Et ce travail m’obligea à renouer avec le propos de fond. À constater combien il avait été omis, voire occulté par un phénomène dont j’avais sous-estimé le pouvoir : le titre, premier maillon de la chaîne de pensées, aiguillage de lecture. Et dans ce cas, le nom du pays : Salone (Sierra Leone, en langue Krio)

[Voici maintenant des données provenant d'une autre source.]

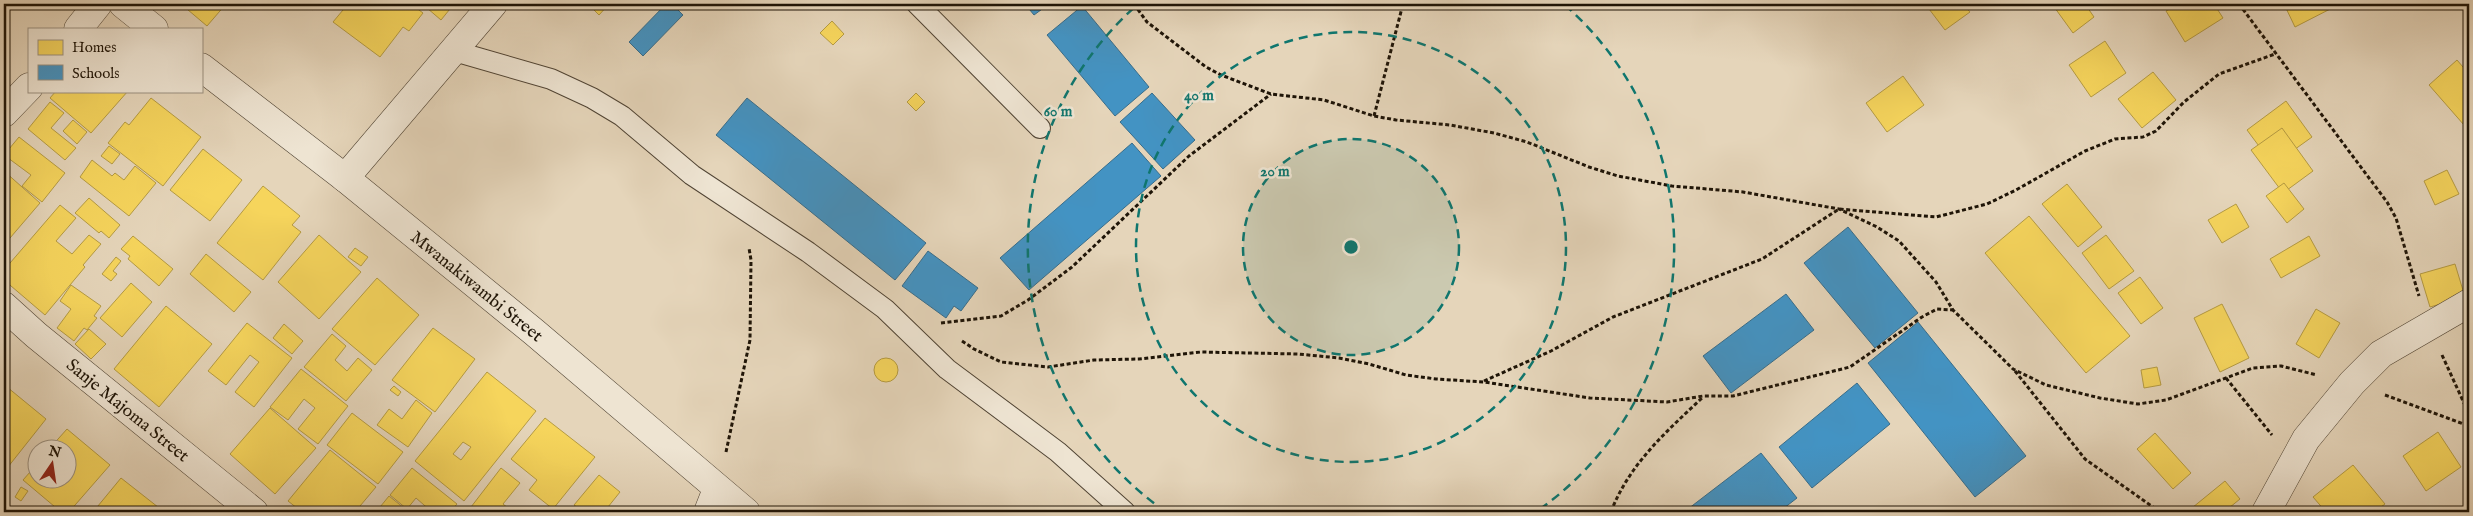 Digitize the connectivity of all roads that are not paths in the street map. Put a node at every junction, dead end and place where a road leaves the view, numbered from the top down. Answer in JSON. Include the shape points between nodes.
{"nodes":[{"id":1,"x":98,"y":4,"type":"edge"},
{"id":2,"x":123,"y":4,"type":"edge"},
{"id":3,"x":493,"y":4,"type":"edge"},
{"id":4,"x":917,"y":4,"type":"edge"},
{"id":5,"x":79,"y":28,"type":"edge"},
{"id":6,"x":153,"y":28,"type":"edge"},
{"id":7,"x":454,"y":51,"type":"junction"},
{"id":8,"x":202,"y":67,"type":"edge"},
{"id":9,"x":28,"y":88,"type":"edge"},
{"id":10,"x":4,"y":113,"type":"edge"},
{"id":11,"x":1040,"y":128,"type":"dead end"},
{"id":12,"x":345,"y":178,"type":"junction"},
{"id":13,"x":2469,"y":303,"type":"edge"},
{"id":14,"x":4,"y":306,"type":"edge"},
{"id":15,"x":712,"y":501,"type":"edge"},
{"id":16,"x":254,"y":512,"type":"edge"},
{"id":17,"x":746,"y":512,"type":"edge"},
{"id":18,"x":1124,"y":512,"type":"edge"},
{"id":19,"x":2266,"y":512,"type":"edge"}],
"edges":[{"from":1,"to":5,"type":"street"},
{"from":2,"to":6,"type":"street"},
{"from":3,"to":7,"type":"street"},
{"from":4,"to":11,"type":"lane"},
{"from":7,"to":12,"type":"street"},
{"from":7,"to":18,"type":"lane","via":[[551,79],[622,116],[692,175],[808,252],[885,309],[946,368],[1058,452]]},
{"from":8,"to":12,"type":"street","name":"Mwanakiwambi Street"},
{"from":9,"to":10,"type":"street"},
{"from":12,"to":15,"type":"street","name":"Mwanakiwambi Street","via":[[534,332]]},
{"from":13,"to":19,"type":"street","via":[[2381,354],[2352,383],[2306,440]]},
{"from":14,"to":16,"type":"street","name":"Sanje Majoma Street","via":[[36,336]]},
{"from":15,"to":17,"type":"street","name":"Mwanakiwambi Street"}]}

En 2012, emporté par la joie de l’édition de ce premier roman, je l’envoyai au bal vêtu d’une tenue de soirée connotée Afrique. Un tag, dirait-on aujourd’hui, qui allait déposer l’histoire sur une étagère d’imaginaires prérequis : tribalismes, violences, ethnicités, etc., pour la plupart empreints, soit d’une actualité encore récente, soit de profonds clichés postcoloniaux. Bien sûr le succès – à l’échelle d’un premier roman – démontra que la narration et les personnages pouvaient contrer cela, et ouvrir à d’autres éclairages. Aussi bien que l’inverse : le propos que j’avais voulu universel allait s’avérer très segmenté, puis vite daté, sans compter l’ombre d’un petit procès dont on soufflait les termes à l’oreille de l’éditeur : que n’avait-il accepté le roman d’un occidental pour parler d’Afrique  ! Encore quelques années, Salone partait en fumée sur un des bûchers de la modernité.

Aujourd’hui affranchi de tout enjeu, je peux affirmer que ce nouveau titre, En passant chez Nelson, sans renier le précèdent, symbolise exactement l’esprit du roman, ce à quoi je travaillais en l’écrivant : Un pays spolié de ses richesses, des élites sans courage politique, la violence et la vengeance comme motifs conséquents… En réalité, les ingrédients hélas universels du délitement de n’importe quelle société.

Pour en parler, un personnage central était né ; autour de lui gravitaient des milliers d’habitants : Nelson. Nelson était Salone. Son esprit des origines, sa force espérante.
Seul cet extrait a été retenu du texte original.